- Opening Delimiter -
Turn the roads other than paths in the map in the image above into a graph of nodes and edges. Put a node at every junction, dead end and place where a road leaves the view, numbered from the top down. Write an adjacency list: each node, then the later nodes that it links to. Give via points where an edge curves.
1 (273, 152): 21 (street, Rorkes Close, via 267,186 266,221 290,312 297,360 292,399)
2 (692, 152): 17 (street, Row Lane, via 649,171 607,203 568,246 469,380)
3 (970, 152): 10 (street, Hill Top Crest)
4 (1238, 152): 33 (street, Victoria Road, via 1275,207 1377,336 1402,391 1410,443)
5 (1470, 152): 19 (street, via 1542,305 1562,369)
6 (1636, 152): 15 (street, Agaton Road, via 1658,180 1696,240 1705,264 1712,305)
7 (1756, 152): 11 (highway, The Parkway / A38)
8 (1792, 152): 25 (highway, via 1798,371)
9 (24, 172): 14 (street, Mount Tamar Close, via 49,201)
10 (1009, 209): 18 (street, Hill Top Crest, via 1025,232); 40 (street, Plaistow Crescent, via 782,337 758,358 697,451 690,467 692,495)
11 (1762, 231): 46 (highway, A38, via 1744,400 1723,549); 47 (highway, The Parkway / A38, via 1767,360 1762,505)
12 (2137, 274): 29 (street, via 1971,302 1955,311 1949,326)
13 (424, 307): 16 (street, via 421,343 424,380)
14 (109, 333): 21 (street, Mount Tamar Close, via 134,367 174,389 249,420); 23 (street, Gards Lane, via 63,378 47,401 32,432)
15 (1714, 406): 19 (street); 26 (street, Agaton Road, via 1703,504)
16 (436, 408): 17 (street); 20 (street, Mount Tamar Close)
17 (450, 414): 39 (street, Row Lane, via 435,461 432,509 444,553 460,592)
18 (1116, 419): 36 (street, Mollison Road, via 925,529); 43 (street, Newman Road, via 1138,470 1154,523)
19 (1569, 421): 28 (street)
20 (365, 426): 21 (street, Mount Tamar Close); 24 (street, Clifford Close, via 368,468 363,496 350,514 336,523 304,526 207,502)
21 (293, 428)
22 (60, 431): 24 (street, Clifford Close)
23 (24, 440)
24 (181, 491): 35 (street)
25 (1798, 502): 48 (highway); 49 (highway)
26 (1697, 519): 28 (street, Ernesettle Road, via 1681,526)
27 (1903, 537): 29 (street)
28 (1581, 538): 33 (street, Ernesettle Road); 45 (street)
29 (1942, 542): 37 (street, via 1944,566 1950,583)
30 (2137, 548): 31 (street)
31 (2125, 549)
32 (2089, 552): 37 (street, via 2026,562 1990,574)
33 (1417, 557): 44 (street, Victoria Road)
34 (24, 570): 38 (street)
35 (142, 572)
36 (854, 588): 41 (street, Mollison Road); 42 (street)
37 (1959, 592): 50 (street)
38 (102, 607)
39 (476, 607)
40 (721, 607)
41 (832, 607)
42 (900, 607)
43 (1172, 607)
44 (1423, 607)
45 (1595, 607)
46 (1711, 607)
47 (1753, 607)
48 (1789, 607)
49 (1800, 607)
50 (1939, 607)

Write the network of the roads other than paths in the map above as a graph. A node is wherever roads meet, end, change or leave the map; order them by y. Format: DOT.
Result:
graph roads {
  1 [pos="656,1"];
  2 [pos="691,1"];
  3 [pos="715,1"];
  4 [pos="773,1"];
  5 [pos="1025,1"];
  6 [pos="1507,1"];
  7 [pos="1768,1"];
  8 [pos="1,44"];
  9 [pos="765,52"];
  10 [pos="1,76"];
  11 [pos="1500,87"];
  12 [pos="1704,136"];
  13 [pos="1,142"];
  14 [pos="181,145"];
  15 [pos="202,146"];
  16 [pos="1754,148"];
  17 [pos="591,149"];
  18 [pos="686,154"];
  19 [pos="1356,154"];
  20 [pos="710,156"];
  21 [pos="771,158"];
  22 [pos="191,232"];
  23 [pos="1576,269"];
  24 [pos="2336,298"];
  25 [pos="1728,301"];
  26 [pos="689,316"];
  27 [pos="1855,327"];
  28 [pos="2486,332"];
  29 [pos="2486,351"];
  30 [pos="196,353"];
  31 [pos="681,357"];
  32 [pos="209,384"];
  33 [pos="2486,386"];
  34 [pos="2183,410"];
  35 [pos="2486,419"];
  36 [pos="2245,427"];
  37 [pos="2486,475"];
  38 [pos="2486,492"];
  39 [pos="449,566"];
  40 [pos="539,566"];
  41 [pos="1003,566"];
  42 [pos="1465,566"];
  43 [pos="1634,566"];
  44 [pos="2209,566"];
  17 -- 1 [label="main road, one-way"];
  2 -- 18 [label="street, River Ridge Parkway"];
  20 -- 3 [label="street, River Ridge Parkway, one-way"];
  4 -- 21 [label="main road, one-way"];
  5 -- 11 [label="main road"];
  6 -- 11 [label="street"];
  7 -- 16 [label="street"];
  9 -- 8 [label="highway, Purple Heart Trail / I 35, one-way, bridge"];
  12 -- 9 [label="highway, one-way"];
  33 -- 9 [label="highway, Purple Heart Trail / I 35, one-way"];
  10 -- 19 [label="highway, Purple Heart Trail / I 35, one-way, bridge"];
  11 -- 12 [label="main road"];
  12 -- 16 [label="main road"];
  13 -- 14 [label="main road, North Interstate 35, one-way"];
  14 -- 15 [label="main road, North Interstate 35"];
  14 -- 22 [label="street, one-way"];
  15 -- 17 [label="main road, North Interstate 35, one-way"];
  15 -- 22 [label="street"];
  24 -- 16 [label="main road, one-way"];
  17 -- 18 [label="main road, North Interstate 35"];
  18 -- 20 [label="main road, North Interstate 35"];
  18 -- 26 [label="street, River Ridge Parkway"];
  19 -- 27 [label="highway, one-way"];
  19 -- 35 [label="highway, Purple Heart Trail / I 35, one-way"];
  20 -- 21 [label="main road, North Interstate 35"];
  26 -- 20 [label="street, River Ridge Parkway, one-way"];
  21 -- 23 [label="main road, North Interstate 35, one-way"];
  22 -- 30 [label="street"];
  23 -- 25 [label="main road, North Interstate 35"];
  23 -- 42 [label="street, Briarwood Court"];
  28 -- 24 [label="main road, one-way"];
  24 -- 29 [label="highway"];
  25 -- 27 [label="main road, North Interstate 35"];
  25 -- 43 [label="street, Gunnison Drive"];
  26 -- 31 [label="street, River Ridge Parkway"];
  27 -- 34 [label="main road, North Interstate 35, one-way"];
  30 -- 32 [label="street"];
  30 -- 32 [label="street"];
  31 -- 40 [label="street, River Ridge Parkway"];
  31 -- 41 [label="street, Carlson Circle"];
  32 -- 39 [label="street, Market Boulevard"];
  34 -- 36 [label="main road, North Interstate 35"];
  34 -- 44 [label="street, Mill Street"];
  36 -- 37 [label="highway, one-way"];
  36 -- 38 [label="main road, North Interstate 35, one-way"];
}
- Closing Delimiter -
● **EXERCISE OBJECTIVE**: The task requires each record above to be restated exactly.

● **OUTPUT OF THE EXERCISE**:
Turn the roads other than paths in the map in the image above into a graph of nodes and edges. Put a node at every junction, dead end and place where a road leaves the view, numbered from the top down. Write an adjacency list: each node, then the later nodes that it links to. Give via points where an edge curves.
1 (273, 152): 21 (street, Rorkes Close, via 267,186 266,221 290,312 297,360 292,399)
2 (692, 152): 17 (street, Row Lane, via 649,171 607,203 568,246 469,380)
3 (970, 152): 10 (street, Hill Top Crest)
4 (1238, 152): 33 (street, Victoria Road, via 1275,207 1377,336 1402,391 1410,443)
5 (1470, 152): 19 (street, via 1542,305 1562,369)
6 (1636, 152): 15 (street, Agaton Road, via 1658,180 1696,240 1705,264 1712,305)
7 (1756, 152): 11 (highway, The Parkway / A38)
8 (1792, 152): 25 (highway, via 1798,371)
9 (24, 172): 14 (street, Mount Tamar Close, via 49,201)
10 (1009, 209): 18 (street, Hill Top Crest, via 1025,232); 40 (street, Plaistow Crescent, via 782,337 758,358 697,451 690,467 692,495)
11 (1762, 231): 46 (highway, A38, via 1744,400 1723,549); 47 (highway, The Parkway / A38, via 1767,360 1762,505)
12 (2137, 274): 29 (street, via 1971,302 1955,311 1949,326)
13 (424, 307): 16 (street, via 421,343 424,380)
14 (109, 333): 21 (street, Mount Tamar Close, via 134,367 174,389 249,420); 23 (street, Gards Lane, via 63,378 47,401 32,432)
15 (1714, 406): 19 (street); 26 (street, Agaton Road, via 1703,504)
16 (436, 408): 17 (street); 20 (street, Mount Tamar Close)
17 (450, 414): 39 (street, Row Lane, via 435,461 432,509 444,553 460,592)
18 (1116, 419): 36 (street, Mollison Road, via 925,529); 43 (street, Newman Road, via 1138,470 1154,523)
19 (1569, 421): 28 (street)
20 (365, 426): 21 (street, Mount Tamar Close); 24 (street, Clifford Close, via 368,468 363,496 350,514 336,523 304,526 207,502)
21 (293, 428)
22 (60, 431): 24 (street, Clifford Close)
23 (24, 440)
24 (181, 491): 35 (street)
25 (1798, 502): 48 (highway); 49 (highway)
26 (1697, 519): 28 (street, Ernesettle Road, via 1681,526)
27 (1903, 537): 29 (street)
28 (1581, 538): 33 (street, Ernesettle Road); 45 (street)
29 (1942, 542): 37 (street, via 1944,566 1950,583)
30 (2137, 548): 31 (street)
31 (2125, 549)
32 (2089, 552): 37 (street, via 2026,562 1990,574)
33 (1417, 557): 44 (street, Victoria Road)
34 (24, 570): 38 (street)
35 (142, 572)
36 (854, 588): 41 (street, Mollison Road); 42 (street)
37 (1959, 592): 50 (street)
38 (102, 607)
39 (476, 607)
40 (721, 607)
41 (832, 607)
42 (900, 607)
43 (1172, 607)
44 (1423, 607)
45 (1595, 607)
46 (1711, 607)
47 (1753, 607)
48 (1789, 607)
49 (1800, 607)
50 (1939, 607)

Write the network of the roads other than paths in the map above as a graph. A node is wherever roads meet, end, change or leave the map; order them by y. Format: DOT.
Result:
graph roads {
  1 [pos="656,1"];
  2 [pos="691,1"];
  3 [pos="715,1"];
  4 [pos="773,1"];
  5 [pos="1025,1"];
  6 [pos="1507,1"];
  7 [pos="1768,1"];
  8 [pos="1,44"];
  9 [pos="765,52"];
  10 [pos="1,76"];
  11 [pos="1500,87"];
  12 [pos="1704,136"];
  13 [pos="1,142"];
  14 [pos="181,145"];
  15 [pos="202,146"];
  16 [pos="1754,148"];
  17 [pos="591,149"];
  18 [pos="686,154"];
  19 [pos="1356,154"];
  20 [pos="710,156"];
  21 [pos="771,158"];
  22 [pos="191,232"];
  23 [pos="1576,269"];
  24 [pos="2336,298"];
  25 [pos="1728,301"];
  26 [pos="689,316"];
  27 [pos="1855,327"];
  28 [pos="2486,332"];
  29 [pos="2486,351"];
  30 [pos="196,353"];
  31 [pos="681,357"];
  32 [pos="209,384"];
  33 [pos="2486,386"];
  34 [pos="2183,410"];
  35 [pos="2486,419"];
  36 [pos="2245,427"];
  37 [pos="2486,475"];
  38 [pos="2486,492"];
  39 [pos="449,566"];
  40 [pos="539,566"];
  41 [pos="1003,566"];
  42 [pos="1465,566"];
  43 [pos="1634,566"];
  44 [pos="2209,566"];
  17 -- 1 [label="main road, one-way"];
  2 -- 18 [label="street, River Ridge Parkway"];
  20 -- 3 [label="street, River Ridge Parkway, one-way"];
  4 -- 21 [label="main road, one-way"];
  5 -- 11 [label="main road"];
  6 -- 11 [label="street"];
  7 -- 16 [label="street"];
  9 -- 8 [label="highway, Purple Heart Trail / I 35, one-way, bridge"];
  12 -- 9 [label="highway, one-way"];
  33 -- 9 [label="highway, Purple Heart Trail / I 35, one-way"];
  10 -- 19 [label="highway, Purple Heart Trail / I 35, one-way, bridge"];
  11 -- 12 [label="main road"];
  12 -- 16 [label="main road"];
  13 -- 14 [label="main road, North Interstate 35, one-way"];
  14 -- 15 [label="main road, North Interstate 35"];
  14 -- 22 [label="street, one-way"];
  15 -- 17 [label="main road, North Interstate 35, one-way"];
  15 -- 22 [label="street"];
  24 -- 16 [label="main road, one-way"];
  17 -- 18 [label="main road, North Interstate 35"];
  18 -- 20 [label="main road, North Interstate 35"];
  18 -- 26 [label="street, River Ridge Parkway"];
  19 -- 27 [label="highway, one-way"];
  19 -- 35 [label="highway, Purple Heart Trail / I 35, one-way"];
  20 -- 21 [label="main road, North Interstate 35"];
  26 -- 20 [label="street, River Ridge Parkway, one-way"];
  21 -- 23 [label="main road, North Interstate 35, one-way"];
  22 -- 30 [label="street"];
  23 -- 25 [label="main road, North Interstate 35"];
  23 -- 42 [label="street, Briarwood Court"];
  28 -- 24 [label="main road, one-way"];
  24 -- 29 [label="highway"];
  25 -- 27 [label="main road, North Interstate 35"];
  25 -- 43 [label="street, Gunnison Drive"];
  26 -- 31 [label="street, River Ridge Parkway"];
  27 -- 34 [label="main road, North Interstate 35, one-way"];
  30 -- 32 [label="street"];
  30 -- 32 [label="street"];
  31 -- 40 [label="street, River Ridge Parkway"];
  31 -- 41 [label="street, Carlson Circle"];
  32 -- 39 [label="street, Market Boulevard"];
  34 -- 36 [label="main road, North Interstate 35"];
  34 -- 44 [label="street, Mill Street"];
  36 -- 37 [label="highway, one-way"];
  36 -- 38 [label="main road, North Interstate 35, one-way"];
}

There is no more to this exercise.